**THE PROBLEM:** Keep only the lines that hold the string "edges", filtering out the rest of the entries below.

── INFORMATION

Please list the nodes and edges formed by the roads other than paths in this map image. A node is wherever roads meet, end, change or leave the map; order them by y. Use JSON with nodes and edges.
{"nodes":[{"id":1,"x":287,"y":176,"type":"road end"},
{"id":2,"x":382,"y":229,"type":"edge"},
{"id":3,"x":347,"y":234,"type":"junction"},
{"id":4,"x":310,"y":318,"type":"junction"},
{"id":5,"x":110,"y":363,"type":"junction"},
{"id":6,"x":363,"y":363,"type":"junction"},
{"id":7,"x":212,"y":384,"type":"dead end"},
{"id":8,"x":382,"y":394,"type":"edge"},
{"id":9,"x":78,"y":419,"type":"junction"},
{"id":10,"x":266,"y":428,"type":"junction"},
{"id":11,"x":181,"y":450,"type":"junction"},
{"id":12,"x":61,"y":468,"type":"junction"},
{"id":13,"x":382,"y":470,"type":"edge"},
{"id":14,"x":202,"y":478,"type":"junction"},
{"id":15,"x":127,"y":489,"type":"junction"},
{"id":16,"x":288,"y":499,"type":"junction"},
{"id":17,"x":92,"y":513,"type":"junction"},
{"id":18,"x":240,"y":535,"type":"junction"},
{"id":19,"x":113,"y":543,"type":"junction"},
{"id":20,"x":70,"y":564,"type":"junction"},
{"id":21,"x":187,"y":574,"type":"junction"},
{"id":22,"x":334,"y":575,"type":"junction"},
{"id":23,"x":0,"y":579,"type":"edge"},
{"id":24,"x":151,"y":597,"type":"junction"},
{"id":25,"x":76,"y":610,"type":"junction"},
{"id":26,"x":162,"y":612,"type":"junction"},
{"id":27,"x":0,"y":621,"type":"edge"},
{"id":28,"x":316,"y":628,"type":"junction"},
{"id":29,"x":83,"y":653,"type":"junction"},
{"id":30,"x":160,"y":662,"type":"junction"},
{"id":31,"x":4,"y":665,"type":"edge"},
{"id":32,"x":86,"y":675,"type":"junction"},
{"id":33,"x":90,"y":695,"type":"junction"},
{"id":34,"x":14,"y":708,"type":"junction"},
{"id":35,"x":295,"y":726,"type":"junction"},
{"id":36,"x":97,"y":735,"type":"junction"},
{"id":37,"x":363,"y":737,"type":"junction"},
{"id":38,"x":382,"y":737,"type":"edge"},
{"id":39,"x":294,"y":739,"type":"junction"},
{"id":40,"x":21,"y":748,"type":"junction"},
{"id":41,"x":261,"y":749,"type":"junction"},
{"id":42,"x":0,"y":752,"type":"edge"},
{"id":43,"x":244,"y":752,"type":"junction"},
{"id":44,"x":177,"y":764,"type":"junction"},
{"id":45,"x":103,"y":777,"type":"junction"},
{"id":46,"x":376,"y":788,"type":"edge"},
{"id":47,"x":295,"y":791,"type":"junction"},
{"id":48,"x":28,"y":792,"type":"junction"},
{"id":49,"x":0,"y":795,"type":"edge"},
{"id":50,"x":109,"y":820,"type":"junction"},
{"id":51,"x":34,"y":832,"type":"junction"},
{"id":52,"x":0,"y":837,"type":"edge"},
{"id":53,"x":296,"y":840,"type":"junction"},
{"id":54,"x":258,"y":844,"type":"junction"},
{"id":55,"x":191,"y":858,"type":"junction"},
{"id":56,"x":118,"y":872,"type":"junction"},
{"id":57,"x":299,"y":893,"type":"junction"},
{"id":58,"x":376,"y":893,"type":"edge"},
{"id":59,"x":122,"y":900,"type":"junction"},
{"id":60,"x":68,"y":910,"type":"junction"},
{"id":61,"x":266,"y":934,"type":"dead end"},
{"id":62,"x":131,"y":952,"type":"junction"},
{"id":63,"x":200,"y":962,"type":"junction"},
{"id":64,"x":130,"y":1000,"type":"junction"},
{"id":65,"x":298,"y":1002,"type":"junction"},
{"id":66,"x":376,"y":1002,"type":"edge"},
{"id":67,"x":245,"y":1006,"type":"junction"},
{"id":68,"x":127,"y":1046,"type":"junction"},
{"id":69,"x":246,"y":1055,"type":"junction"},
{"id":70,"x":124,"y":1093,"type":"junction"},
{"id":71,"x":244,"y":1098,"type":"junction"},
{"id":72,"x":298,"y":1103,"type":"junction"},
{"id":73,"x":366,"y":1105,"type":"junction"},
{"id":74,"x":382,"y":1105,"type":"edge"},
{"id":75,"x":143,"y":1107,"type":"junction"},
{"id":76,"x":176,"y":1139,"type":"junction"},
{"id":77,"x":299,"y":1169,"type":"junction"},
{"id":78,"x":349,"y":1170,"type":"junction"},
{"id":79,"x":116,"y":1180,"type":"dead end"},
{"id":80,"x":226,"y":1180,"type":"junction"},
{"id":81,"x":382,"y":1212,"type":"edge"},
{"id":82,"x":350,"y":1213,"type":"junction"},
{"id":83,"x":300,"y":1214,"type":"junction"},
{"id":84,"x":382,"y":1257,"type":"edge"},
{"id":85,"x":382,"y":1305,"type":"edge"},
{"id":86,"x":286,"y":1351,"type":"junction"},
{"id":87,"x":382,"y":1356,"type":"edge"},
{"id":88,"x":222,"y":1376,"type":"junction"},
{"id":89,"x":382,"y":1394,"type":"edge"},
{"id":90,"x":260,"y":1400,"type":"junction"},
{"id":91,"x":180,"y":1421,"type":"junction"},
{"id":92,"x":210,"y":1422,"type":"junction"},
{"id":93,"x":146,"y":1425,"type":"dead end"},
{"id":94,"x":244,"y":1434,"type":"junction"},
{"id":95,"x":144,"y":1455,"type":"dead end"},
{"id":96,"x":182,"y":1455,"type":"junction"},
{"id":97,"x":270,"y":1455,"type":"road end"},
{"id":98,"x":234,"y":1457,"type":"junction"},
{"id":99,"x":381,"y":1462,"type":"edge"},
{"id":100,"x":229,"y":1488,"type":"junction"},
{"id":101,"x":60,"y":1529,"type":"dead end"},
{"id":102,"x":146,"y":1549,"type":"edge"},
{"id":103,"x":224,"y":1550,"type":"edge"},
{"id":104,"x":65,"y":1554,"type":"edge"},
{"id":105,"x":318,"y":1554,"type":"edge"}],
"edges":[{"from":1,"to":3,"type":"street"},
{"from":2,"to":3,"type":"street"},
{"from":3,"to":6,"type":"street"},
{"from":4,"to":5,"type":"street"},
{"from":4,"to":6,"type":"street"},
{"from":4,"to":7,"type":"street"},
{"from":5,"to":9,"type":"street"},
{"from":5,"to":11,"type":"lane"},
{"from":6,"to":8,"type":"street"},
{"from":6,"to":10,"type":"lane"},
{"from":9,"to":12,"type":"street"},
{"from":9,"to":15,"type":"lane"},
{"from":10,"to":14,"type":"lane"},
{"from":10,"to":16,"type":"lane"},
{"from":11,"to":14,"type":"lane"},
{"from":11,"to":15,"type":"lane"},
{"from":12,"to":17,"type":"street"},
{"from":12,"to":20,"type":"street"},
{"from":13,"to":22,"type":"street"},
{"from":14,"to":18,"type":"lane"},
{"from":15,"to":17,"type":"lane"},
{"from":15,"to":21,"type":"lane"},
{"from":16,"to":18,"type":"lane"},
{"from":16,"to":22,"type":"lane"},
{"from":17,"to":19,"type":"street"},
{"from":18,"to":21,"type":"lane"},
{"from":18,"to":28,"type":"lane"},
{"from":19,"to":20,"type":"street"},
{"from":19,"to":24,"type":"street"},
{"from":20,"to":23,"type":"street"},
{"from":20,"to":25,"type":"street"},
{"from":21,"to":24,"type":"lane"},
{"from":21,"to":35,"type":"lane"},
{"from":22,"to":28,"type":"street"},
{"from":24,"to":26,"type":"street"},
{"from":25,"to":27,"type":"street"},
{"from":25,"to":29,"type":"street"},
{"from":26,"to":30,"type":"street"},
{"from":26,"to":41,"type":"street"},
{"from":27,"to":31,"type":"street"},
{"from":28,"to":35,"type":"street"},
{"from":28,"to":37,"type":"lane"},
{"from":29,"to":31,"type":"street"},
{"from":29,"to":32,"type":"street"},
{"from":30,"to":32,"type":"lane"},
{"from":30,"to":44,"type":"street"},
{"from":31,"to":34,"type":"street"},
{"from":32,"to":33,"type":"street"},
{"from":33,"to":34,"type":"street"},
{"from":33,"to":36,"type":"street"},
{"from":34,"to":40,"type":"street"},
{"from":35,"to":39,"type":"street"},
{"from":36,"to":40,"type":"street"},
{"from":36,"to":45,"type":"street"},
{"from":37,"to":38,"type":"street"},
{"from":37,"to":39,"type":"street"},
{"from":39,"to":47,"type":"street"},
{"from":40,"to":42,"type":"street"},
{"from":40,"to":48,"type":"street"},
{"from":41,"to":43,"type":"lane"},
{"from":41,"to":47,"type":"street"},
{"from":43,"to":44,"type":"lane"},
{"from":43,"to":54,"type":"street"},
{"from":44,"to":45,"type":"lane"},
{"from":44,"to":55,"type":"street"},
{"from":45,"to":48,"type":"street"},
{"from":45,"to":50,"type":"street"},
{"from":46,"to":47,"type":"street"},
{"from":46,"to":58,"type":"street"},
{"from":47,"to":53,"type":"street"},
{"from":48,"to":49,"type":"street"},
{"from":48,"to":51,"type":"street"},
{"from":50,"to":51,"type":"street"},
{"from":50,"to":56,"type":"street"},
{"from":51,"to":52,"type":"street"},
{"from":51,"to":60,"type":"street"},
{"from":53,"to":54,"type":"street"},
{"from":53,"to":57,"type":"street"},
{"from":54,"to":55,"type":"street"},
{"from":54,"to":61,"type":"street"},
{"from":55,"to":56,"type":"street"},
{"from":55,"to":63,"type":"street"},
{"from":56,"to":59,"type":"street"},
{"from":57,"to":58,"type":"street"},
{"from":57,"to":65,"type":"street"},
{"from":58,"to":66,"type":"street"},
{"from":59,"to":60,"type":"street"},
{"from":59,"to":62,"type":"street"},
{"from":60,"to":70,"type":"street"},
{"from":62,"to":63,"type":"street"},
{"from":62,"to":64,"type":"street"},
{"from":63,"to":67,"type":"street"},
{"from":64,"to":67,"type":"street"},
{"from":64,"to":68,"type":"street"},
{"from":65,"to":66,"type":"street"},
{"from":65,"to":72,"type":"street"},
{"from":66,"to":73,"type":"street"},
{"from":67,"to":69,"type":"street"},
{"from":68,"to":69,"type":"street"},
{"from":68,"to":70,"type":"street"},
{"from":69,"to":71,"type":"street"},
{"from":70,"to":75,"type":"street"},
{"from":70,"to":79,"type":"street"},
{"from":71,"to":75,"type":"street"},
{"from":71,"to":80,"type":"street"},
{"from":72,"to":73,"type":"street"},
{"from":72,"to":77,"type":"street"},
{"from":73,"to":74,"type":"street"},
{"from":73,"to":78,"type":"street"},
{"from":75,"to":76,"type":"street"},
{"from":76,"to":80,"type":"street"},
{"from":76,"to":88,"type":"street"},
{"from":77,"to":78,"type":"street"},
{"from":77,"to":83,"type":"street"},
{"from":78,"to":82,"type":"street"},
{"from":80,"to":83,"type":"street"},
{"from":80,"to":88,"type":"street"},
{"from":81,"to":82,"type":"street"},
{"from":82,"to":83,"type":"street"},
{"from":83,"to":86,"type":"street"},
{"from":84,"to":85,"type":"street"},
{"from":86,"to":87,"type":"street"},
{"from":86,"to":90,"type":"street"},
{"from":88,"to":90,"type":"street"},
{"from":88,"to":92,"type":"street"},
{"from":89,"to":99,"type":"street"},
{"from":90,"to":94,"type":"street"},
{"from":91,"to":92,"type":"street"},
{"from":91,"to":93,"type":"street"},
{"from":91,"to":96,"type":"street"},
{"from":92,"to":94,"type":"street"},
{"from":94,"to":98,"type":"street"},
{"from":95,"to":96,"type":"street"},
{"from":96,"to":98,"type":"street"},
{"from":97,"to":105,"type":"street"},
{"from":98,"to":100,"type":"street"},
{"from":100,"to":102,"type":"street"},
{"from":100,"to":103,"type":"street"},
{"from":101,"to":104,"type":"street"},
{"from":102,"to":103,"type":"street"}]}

────

**TASK SOLUTION:**
Please list the nodes and edges formed by the roads other than paths in this map image. A node is wherever roads meet, end, change or leave the map; order them by y. Use JSON with nodes and edges.
"edges":[{"from":1,"to":3,"type":"street"},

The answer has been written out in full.